I’ve collected some rocks ready to paint. It would be easy to determine the average weight of these stones and get an average weight of, let’s say 200 grams. But this tells me very little about the real nature of each individual rock and it’s unlikely any one rock actually weighs 200 grams. With stones, as with people, it is not the universal and regular that characterise the individual, but rather the unique. As I listen to the news about the coronavirus I realise that we too can be regarded as a comparative unit, as an abstract picture of “a man” from which all individual features have been removed. But to understand an individual human being we much lay aside all scientific knowledge of the “average man” and discard all theories in order to adopt a completely new and unprejudiced attitude.
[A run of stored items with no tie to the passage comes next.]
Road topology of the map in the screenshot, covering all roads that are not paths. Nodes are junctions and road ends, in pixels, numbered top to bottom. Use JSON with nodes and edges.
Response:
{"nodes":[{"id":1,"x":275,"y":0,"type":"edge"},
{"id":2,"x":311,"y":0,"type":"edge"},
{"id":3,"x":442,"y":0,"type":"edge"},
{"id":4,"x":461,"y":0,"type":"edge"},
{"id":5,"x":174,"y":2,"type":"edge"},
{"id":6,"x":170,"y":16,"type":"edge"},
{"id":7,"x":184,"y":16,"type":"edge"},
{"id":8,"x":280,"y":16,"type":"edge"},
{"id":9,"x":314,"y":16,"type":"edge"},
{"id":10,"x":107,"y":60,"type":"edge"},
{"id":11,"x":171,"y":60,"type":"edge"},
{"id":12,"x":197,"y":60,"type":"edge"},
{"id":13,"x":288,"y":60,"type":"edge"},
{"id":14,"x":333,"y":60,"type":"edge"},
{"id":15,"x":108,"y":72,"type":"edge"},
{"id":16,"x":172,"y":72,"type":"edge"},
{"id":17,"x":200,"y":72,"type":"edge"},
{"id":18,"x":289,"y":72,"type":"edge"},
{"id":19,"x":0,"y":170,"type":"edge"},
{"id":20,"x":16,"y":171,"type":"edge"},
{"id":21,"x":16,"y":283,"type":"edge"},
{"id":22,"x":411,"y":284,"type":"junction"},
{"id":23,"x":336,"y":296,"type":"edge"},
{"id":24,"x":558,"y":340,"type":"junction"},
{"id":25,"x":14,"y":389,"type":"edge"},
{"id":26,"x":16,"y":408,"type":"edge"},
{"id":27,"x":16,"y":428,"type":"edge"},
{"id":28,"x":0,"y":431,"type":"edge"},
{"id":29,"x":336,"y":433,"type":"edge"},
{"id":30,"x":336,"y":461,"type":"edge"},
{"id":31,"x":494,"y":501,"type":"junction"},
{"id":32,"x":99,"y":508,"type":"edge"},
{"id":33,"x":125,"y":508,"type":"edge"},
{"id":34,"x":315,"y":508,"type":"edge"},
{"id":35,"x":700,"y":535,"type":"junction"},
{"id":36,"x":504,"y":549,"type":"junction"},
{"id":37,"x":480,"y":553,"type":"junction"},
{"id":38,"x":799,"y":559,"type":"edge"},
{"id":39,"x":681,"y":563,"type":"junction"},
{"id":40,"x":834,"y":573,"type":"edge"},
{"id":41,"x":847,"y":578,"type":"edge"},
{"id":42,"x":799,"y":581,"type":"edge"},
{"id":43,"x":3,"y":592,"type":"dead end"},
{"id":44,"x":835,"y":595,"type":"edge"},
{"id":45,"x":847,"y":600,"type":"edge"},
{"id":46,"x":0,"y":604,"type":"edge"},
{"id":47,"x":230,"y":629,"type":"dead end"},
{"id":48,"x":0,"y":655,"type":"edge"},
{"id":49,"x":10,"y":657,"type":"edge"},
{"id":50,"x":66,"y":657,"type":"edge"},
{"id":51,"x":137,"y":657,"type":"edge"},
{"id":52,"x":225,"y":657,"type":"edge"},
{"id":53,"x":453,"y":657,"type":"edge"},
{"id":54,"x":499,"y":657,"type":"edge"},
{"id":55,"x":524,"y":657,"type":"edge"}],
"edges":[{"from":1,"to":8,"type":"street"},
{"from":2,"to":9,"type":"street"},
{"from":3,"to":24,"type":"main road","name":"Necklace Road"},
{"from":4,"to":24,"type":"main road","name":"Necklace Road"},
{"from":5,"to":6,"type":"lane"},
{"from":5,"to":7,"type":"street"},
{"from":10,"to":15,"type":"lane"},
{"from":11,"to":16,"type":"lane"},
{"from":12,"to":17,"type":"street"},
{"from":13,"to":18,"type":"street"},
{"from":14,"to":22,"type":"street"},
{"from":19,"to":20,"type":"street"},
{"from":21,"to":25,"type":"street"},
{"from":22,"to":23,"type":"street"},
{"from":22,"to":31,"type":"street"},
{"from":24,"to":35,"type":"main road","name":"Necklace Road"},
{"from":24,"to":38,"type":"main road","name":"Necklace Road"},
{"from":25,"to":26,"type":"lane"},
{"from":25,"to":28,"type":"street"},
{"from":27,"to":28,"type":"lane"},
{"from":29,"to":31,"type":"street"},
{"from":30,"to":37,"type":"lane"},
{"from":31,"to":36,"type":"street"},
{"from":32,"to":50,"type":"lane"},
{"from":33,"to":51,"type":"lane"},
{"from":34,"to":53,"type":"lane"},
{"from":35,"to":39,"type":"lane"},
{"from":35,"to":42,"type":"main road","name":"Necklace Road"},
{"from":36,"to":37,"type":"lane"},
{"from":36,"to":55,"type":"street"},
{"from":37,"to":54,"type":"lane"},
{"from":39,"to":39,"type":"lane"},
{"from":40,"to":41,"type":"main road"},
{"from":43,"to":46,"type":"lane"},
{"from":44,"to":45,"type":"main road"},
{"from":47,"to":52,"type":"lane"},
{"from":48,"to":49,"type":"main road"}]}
We must approach the task of understanding with a free and open mind. Whereas knowledge of mankind or insight into human character or behaviour, pre-supposes all sorts of knowledge about humans in general, understanding ourselves as an individual, with all our flaws and unique qualities requires us to turn a blind eye to scientific knowledge. If the psychologist wants to classify his patient scientifically but also to understand him as a human being he has an internal conflict of duty between knowledge and understanding. He cannot take an either/or stance but needs a kind of two-way thinking doing one thing while not losing sight of the other.
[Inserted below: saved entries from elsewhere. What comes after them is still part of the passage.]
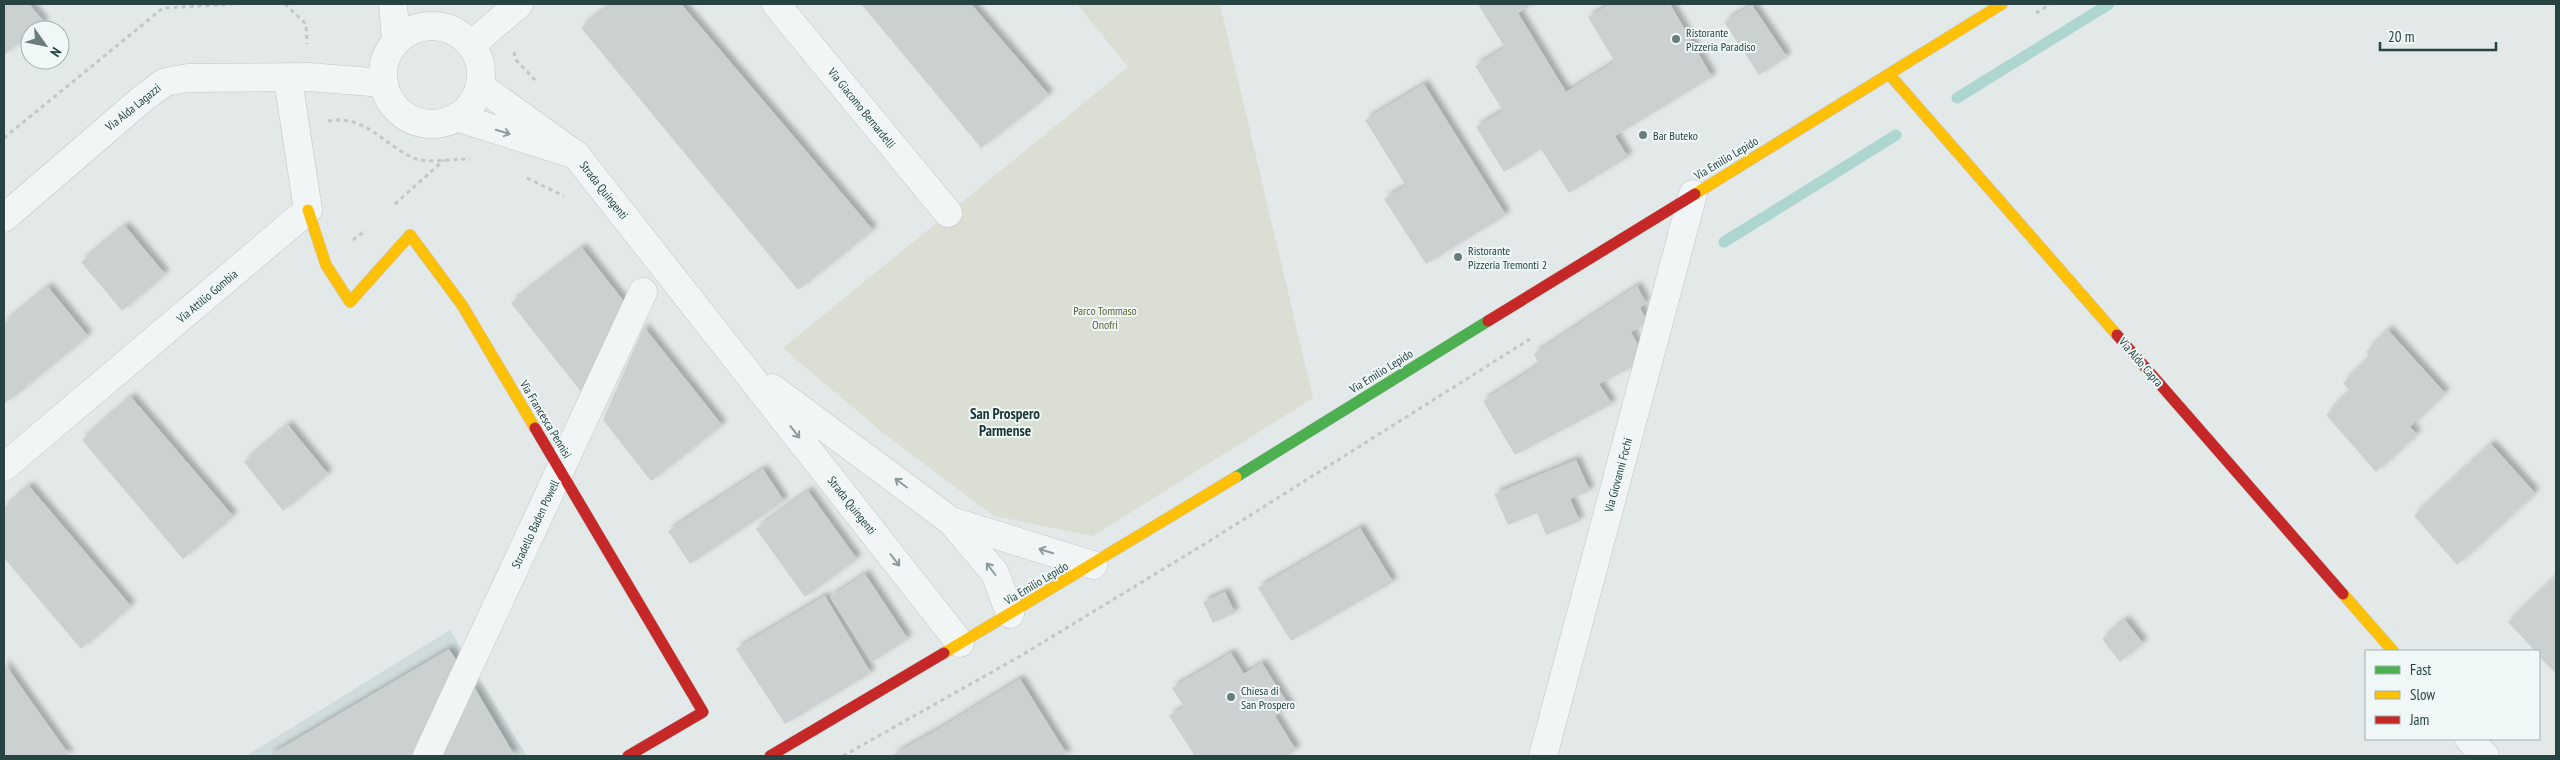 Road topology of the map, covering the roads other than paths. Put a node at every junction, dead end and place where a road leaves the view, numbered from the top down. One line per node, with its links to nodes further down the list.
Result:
1 (393, 4): 7 (street)
2 (429, 4): 6 (street)
3 (519, 4): 8 (street)
4 (776, 4): 17 (street, Via Giacomo Bernardelli)
5 (2002, 4): 9 (street, Via Emilio Lepido)
6 (443, 27): 7 (street); 8 (street)
7 (396, 42): 11 (street)
8 (471, 45): 12 (street)
9 (1889, 74): 15 (street, Via Emilio Lepido); 27 (street, Via Aldo Capra)
10 (288, 78): 11 (street, Via Alda Lagazzi); 16 (street); 18 (street, Via Alda Lagazzi)
11 (384, 83): 13 (street)
12 (480, 86): 13 (street); 14 (street, Strada Quingenti)
13 (456, 117): 14 (street, Strada Quingenti, one-way to 14)
14 (576, 154): 20 (street, Strada Quingenti)
15 (1694, 194): 24 (street, Via Emilio Lepido); 32 (street, Via Giovanni Fochi)
16 (308, 210): 21 (street, Via Attilio Gombia); 22 (street, Via Francesca Pennisi)
17 (948, 213)
18 (4, 218)
19 (643, 292): 22 (street, Stradello Baden Powell)
20 (743, 366): 23 (street, Strada Quingenti, one-way to 20); 26 (street, Strada Quingenti, one-way to 26)
21 (4, 467)
22 (560, 470): 29 (street, Stradello Baden Powell); 30 (street, Via Francesca Pennisi)
23 (951, 520): 24 (street, Strada Quingenti, one-way to 23); 25 (street, Strada Quingenti, one-way to 23)
24 (1093, 565): 25 (street, Via Emilio Lepido)
25 (1010, 614): 26 (street, Via Emilio Lepido)
26 (960, 643): 31 (street, Via Emilio Lepido)
27 (2392, 650)
28 (2470, 740): 33 (street)
29 (428, 756)
30 (628, 756)
31 (770, 756)
32 (1544, 756)
33 (2485, 756)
Do you ‘follow the crowd’ behaving in a certain way so as to ‘fit in’ and so losing sight of the “I” or individual that you truly are? (You might not realise you are doing it). In school we are taught conformity: “This is how you do it”. We were trained to do repetitive work in factories, in a system designed for the industrial age, a system designed to produce a lot of people who act the same, think the same, and look the same.
What most of us call “self-knowledge” is actually very limited knowledge. Most of it is dependent on social factors, of what goes on in the human psyche. We often come up with the prejudice that such and such a thing “never happens in our family” or “with us” or with our friends and acquaintances. And we also have equally illusory assumptions about alleged qualities we believe we have which merely serve to cover up the true facts of the case.
Your ego is the centre of your field of consciousness, Think of it as your manager, organising your thoughts, feelings, senses, and intuition, and regulating access to your memory. It is the part that links your inner and outer worlds together, forming how you relate to that which is external to you.
People often think they know themselves well, but, in truth, they are confusing “self-knowledge” with knowledge of their conscious ego personalities. Our ego knows only its own contents, not the unconscious (which is huge) and its contents. People tend to measure their self-knowledge by what the average person in their social circle knows of himself, not by the real psychic facts which are for the most part hidden from them deep in their unconscious. As with his body, although he lives in it and with it constantly, the average person knows very little about it.
Our unconscious mind is far bigger than our conscious mind and is immune to conscious criticism and control. We are defenceless and open to all kinds of influences and psychic infections. As with all dangers, we can guard against the risk of psychic infection only when we know what is attacking us, and how, and from where and when the attack will come.
Self-knowledge is a matter of knowing individual facts. Theories are not much use, they are often statistical, or an ideal average, so ignoring all the exceptions at either end of the scale and just providing an abstract mean. The mean can be quite valid though it doesn’t necessarily exist in reality.
It’s like when we look at a tree and say, “That is an oak tree”, or “That is a pine tree”. The naming of the tree, which is botanical knowledge, has so conditioned your mind that the word comes between you and you actually seeing the tree.
It is all but impossible to describe the new awareness that comes when words, and our desire to understand and control, are abandoned and we have the courage to open our minds. We are so much more than we think we are. It might be a good idea, if, like the White Queen, we practiced believing six impossible things every morning before breakfast, for we are called on to believe what to many people is impossible. But, instead of rejoicing in this glorious "impossible" which gives meaning and dignity to our lives, we try to domesticate our lives/Nature/the Universe, to make everything comprehensible to our finite minds.